▸ Problem details:
Set down the records exactly, and omit any image found in them.

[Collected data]
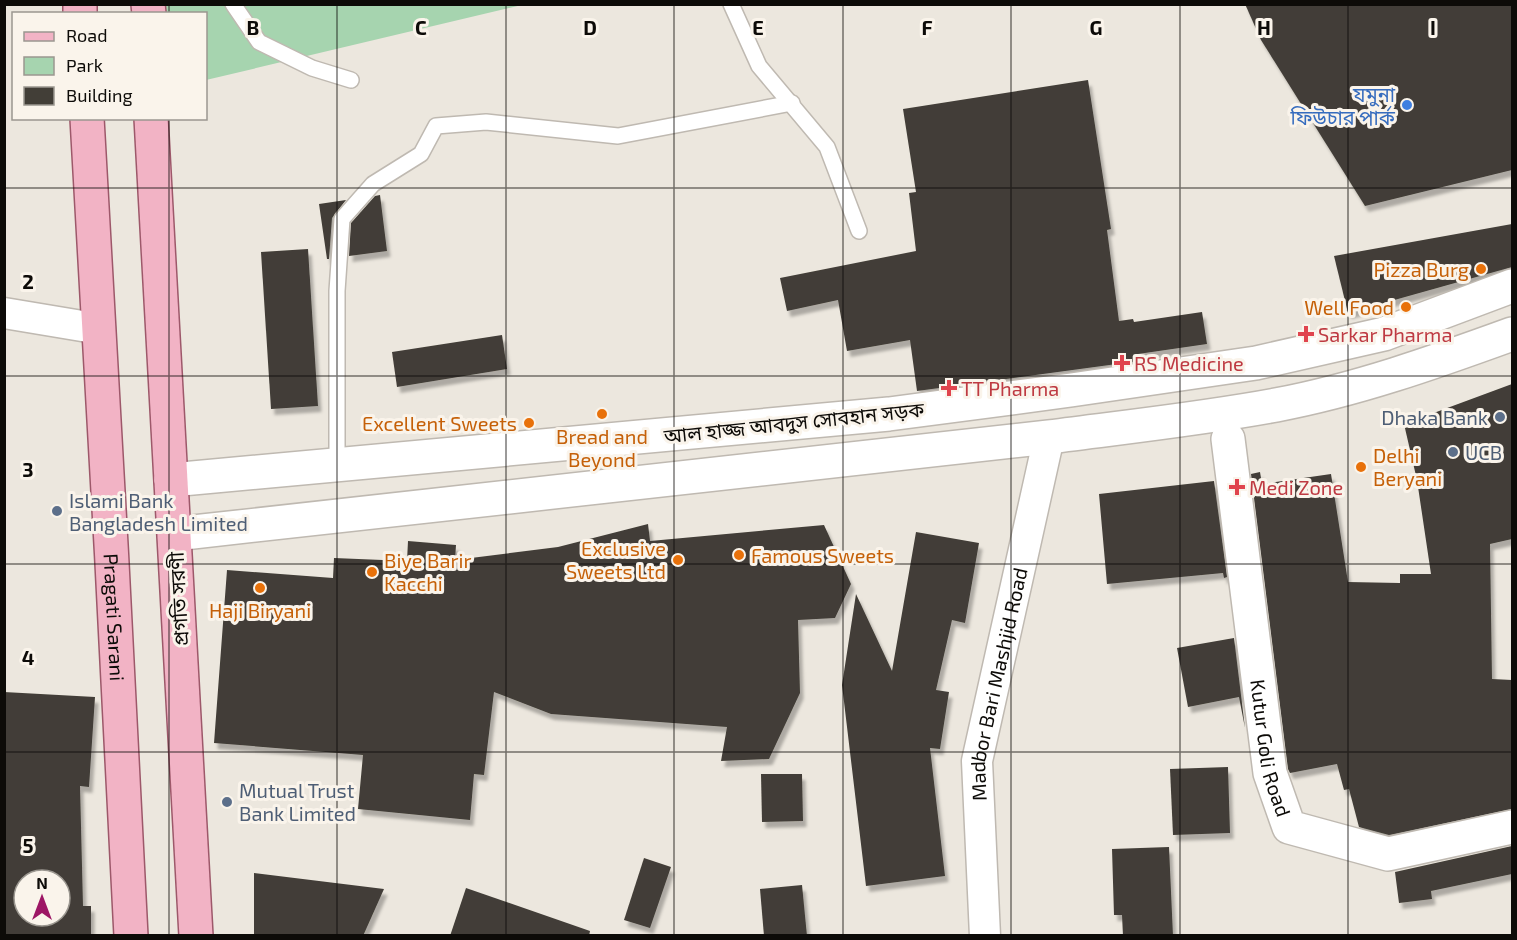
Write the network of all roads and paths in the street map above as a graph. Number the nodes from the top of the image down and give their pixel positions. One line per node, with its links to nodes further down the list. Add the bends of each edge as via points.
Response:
1 (233, 4): 3 (lane, via 259,42 312,68)
2 (731, 4): 4 (lane, via 759,66)
3 (351, 80)
4 (792, 103): 7 (lane, via 827,147); 14 (lane, via 618,136 486,122 436,126 421,154 373,184 342,219 337,291)
5 (87, 120): 10 (main road, Pragati Sarani)
6 (151, 120): 15 (main road, প্রগতি সরণী)
7 (859, 231)
8 (1512, 286): 14 (street, আল হাজ্জ আবদুস সোবহান সড়ক, via 1384,334 1256,363 889,414)
9 (4, 313): 10 (street)
10 (100, 329): 18 (main road, Pragati Sarani)
11 (1512, 334): 12 (street, via 1438,360 1277,405)
12 (1049, 437): 16 (street); 20 (street, Madbor Bari Mashjid Road, via 977,761)
13 (1228, 439): 17 (street, Kutur Goli Road, via 1270,773 1289,827 1388,854)
14 (337, 465): 15 (street, আল হাজ্জ আবদুস সোবহান সড়ক)
15 (171, 480): 16 (main road, প্রগতি সরণী)
16 (175, 534): 19 (main road, প্রগতি সরণী)
17 (1512, 827)
18 (131, 936)
19 (196, 936)
20 (985, 936)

▸ Worked solution:
Write the network of all roads and paths in the street map above as a graph. Number the nodes from the top of the image down and give their pixel positions. One line per node, with its links to nodes further down the list. Add the bends of each edge as via points.
Response:
1 (233, 4): 3 (lane, via 259,42 312,68)
2 (731, 4): 4 (lane, via 759,66)
3 (351, 80)
4 (792, 103): 7 (lane, via 827,147); 14 (lane, via 618,136 486,122 436,126 421,154 373,184 342,219 337,291)
5 (87, 120): 10 (main road, Pragati Sarani)
6 (151, 120): 15 (main road, প্রগতি সরণী)
7 (859, 231)
8 (1512, 286): 14 (street, আল হাজ্জ আবদুস সোবহান সড়ক, via 1384,334 1256,363 889,414)
9 (4, 313): 10 (street)
10 (100, 329): 18 (main road, Pragati Sarani)
11 (1512, 334): 12 (street, via 1438,360 1277,405)
12 (1049, 437): 16 (street); 20 (street, Madbor Bari Mashjid Road, via 977,761)
13 (1228, 439): 17 (street, Kutur Goli Road, via 1270,773 1289,827 1388,854)
14 (337, 465): 15 (street, আল হাজ্জ আবদুস সোবহান সড়ক)
15 (171, 480): 16 (main road, প্রগতি সরণী)
16 (175, 534): 19 (main road, প্রগতি সরণী)
17 (1512, 827)
18 (131, 936)
19 (196, 936)
20 (985, 936)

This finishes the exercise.